── Dataset entries ──

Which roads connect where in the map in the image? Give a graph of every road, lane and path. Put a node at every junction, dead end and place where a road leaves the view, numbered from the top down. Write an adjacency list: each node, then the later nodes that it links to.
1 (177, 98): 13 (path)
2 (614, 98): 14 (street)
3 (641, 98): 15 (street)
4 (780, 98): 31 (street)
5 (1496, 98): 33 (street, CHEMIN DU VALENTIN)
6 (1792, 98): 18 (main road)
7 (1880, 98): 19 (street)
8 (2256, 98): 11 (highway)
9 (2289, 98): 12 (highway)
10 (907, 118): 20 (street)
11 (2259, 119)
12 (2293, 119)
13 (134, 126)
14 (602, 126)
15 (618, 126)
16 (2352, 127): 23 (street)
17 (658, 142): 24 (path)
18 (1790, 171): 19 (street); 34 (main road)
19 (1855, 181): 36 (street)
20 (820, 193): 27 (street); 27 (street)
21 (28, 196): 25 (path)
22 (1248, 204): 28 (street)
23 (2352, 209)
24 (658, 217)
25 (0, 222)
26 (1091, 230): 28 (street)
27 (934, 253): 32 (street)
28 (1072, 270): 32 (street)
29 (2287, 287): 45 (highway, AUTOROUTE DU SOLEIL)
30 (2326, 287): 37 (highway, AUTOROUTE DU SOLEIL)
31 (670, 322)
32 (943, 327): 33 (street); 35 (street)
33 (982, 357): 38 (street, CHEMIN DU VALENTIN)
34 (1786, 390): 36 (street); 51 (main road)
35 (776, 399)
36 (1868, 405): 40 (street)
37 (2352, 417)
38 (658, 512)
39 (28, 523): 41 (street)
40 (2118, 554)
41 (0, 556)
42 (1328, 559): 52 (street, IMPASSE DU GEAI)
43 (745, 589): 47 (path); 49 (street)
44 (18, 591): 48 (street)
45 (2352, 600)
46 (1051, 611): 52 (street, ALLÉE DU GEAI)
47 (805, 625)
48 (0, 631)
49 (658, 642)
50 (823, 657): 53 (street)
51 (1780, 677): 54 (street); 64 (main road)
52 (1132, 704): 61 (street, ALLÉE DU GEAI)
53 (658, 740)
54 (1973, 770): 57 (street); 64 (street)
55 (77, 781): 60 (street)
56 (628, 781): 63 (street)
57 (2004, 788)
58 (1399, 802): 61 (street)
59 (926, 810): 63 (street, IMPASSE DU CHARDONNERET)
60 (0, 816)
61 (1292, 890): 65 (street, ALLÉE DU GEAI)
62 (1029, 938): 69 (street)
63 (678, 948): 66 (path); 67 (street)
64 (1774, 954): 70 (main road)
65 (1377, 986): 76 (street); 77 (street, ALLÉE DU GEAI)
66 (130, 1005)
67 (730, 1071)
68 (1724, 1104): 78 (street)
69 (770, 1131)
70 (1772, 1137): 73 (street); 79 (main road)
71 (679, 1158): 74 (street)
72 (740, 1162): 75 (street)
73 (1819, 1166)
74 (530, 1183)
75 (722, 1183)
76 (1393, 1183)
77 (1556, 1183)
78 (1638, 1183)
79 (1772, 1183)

───

▶ _About this task_
Every line of the entries above that holds "ALLÉE" should be copied out.

▶ _Exercise result_
46 (1051, 611): 52 (street, ALLÉE DU GEAI)
52 (1132, 704): 61 (street, ALLÉE DU GEAI)
61 (1292, 890): 65 (street, ALLÉE DU GEAI)
65 (1377, 986): 76 (street); 77 (street, ALLÉE DU GEAI)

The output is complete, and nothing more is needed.